# Sometimes SARMs damage the liver



## Arnold (May 16, 2020)

*Sometimes SARMs damage the liver*
*Like anabolic steroids, SARMs accelerate muscle growth, but without the side effects associated with the use of anabolic steroids. Unlike oral steroids such as methandienone and oxymetholone, SARMs do not damage the liver. At least, that's what the sellers of SARMs claim. Still, Australian MDL doctors in Hepatology Communications describe two cases of liver damage in men who had used the SARMs RAD140 and LGD4033.*
*RAD140*



The first case concerns a 49-year-old man who had taken RAD140 for 5 consecutive weeks. The researchers analyzed the 'supplement' in their lab, and indeed found RAD140 in it. They found no contaminants. The man also used venlafaxine, an antidepressant that can interfere with liver function in some people. [LiverTox: Clinical and Research Information on Drug-Induced Liver Injury [Internet]. Bethesda (MD): National Institute of Diabetes and Digestive and Kidney Diseases; 2012-. Venlafaxine, Desvenlafaxine.]After the man developed jaundice and itching, he sought medical attention. Analysis of his blood showed that the concentration of enzymes, which indicate that the liver is damaged, was increased. The analysis suggested the man suffered from cholestasis, a classic side effect of using oral anabolic steroids.
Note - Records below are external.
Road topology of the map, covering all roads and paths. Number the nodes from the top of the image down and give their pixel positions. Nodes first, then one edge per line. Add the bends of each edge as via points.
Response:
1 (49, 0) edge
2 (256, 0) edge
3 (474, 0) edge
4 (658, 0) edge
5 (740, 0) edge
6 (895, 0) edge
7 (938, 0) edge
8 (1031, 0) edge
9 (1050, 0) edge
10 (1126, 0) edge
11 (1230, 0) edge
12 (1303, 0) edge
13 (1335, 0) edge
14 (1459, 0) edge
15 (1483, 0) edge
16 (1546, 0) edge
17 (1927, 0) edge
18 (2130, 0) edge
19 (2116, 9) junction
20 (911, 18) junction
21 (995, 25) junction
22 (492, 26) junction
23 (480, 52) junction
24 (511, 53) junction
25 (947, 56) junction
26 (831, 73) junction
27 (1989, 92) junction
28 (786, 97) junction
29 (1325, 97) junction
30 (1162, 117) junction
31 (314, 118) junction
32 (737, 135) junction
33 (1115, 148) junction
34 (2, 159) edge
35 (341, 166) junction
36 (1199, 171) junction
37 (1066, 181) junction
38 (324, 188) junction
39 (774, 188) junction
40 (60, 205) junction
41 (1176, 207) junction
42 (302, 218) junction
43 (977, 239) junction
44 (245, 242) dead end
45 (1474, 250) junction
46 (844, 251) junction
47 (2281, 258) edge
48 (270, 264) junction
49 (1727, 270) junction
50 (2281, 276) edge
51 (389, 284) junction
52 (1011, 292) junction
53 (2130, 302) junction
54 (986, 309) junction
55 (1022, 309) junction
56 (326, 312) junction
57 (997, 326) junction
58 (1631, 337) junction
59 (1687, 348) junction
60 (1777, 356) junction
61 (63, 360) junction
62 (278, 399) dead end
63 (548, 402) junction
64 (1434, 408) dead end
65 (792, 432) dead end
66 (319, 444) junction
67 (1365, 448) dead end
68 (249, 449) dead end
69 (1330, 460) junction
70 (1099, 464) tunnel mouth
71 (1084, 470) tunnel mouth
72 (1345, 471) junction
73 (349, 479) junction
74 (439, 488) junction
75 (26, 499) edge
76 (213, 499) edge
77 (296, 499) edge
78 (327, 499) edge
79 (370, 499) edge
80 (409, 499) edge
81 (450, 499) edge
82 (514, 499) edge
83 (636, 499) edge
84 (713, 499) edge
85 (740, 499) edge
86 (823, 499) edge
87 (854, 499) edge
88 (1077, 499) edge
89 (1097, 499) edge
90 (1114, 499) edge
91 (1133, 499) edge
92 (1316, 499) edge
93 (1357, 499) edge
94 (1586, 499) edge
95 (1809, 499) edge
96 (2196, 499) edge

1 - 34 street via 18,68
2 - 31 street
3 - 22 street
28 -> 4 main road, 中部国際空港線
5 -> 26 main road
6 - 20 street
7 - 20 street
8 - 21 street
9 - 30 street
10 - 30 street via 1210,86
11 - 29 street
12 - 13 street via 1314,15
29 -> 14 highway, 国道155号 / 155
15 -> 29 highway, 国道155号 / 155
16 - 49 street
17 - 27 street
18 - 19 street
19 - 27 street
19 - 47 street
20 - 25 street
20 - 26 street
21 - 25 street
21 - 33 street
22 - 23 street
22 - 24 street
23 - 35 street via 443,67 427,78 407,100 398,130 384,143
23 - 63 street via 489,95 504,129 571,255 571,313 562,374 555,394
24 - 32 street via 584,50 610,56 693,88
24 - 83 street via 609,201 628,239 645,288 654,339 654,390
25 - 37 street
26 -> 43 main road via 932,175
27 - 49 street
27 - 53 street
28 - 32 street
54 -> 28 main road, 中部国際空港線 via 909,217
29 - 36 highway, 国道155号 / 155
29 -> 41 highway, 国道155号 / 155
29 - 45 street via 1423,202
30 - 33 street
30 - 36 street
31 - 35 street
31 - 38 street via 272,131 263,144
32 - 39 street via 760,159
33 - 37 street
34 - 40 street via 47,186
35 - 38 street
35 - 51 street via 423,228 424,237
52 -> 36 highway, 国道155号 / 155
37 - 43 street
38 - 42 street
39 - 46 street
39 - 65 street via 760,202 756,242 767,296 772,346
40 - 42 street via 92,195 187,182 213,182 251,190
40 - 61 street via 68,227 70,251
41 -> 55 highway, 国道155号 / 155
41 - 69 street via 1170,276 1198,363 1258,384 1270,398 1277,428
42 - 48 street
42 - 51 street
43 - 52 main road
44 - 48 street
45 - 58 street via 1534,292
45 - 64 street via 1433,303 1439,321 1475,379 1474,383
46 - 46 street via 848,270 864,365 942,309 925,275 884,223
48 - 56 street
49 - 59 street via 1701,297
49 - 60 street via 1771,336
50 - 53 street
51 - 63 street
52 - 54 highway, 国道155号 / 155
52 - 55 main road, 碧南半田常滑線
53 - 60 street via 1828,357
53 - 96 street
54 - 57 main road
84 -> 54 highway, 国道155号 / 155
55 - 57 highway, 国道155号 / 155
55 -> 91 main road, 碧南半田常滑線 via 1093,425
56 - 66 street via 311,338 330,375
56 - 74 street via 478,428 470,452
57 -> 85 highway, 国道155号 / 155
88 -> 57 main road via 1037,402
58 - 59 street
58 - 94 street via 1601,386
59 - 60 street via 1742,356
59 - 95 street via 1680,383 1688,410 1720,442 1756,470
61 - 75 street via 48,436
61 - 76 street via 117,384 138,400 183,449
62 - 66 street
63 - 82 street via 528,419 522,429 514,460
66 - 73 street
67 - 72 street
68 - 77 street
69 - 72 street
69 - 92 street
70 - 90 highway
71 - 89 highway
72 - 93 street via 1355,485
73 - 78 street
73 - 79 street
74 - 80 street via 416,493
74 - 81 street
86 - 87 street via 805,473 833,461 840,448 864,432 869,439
Indeed, examination of pieces of liver tissue showed that the tubes that drain the bile salts into the intestines had disappeared. The body loses fat-soluble waste products through bile salts. Also, pieces of liver tissue were inflamed and scarred.The doctors stopped the man from taking his medicines and gave him ursodiol and cholestyramine. His liver recovered in the months that followed. A year later, all his values ​​were back to normal.
Click on the figure below for a larger version.





*LGD4033*







The second case that the Australians describe is that of a 24-year-old man who had taken LGD4033 for 9 weeks. The researchers also analyzed this 'supplement'. They found LGD4033, no contamination.The man had become ill a week after his cycle had ended, but only after 3 weeks did he see a doctor. He had jaundice, was nauseous, barely ate and had already lost 5 kilos.
The man was not using any other means. However, he failed once a month, and then consumed a lot of alcohol. In his blood, the researchers found an increased concentration of enzymes that indicate liver damage. The man's liver was enlarged, but according to a scan, there was no evidence of decreased drainage of bile salts.
The researchers decided to wait and saw that the liver had recovered 4 months later.
Click on the figure below for a larger version.





*Conclusion*
"The liver injury in both cases is within the described spectrum of liver injury associated with anabolic steroids", write the Australians. "These off-target effects question the so-called tissue selectivity of SARMs, which has been their main selling point."
"Whether these cases represent the tip of the iceberg remains to be seen, but given the increasing popularity of SARM use, greater vigilance and reporting of potential cases is required."
_Source:
Hepatology Communications 2020;4:450-2._


----------



## Captain_Action (May 16, 2020)

Thanks for posting thus


Sent from my iPhone using Tapatalk


----------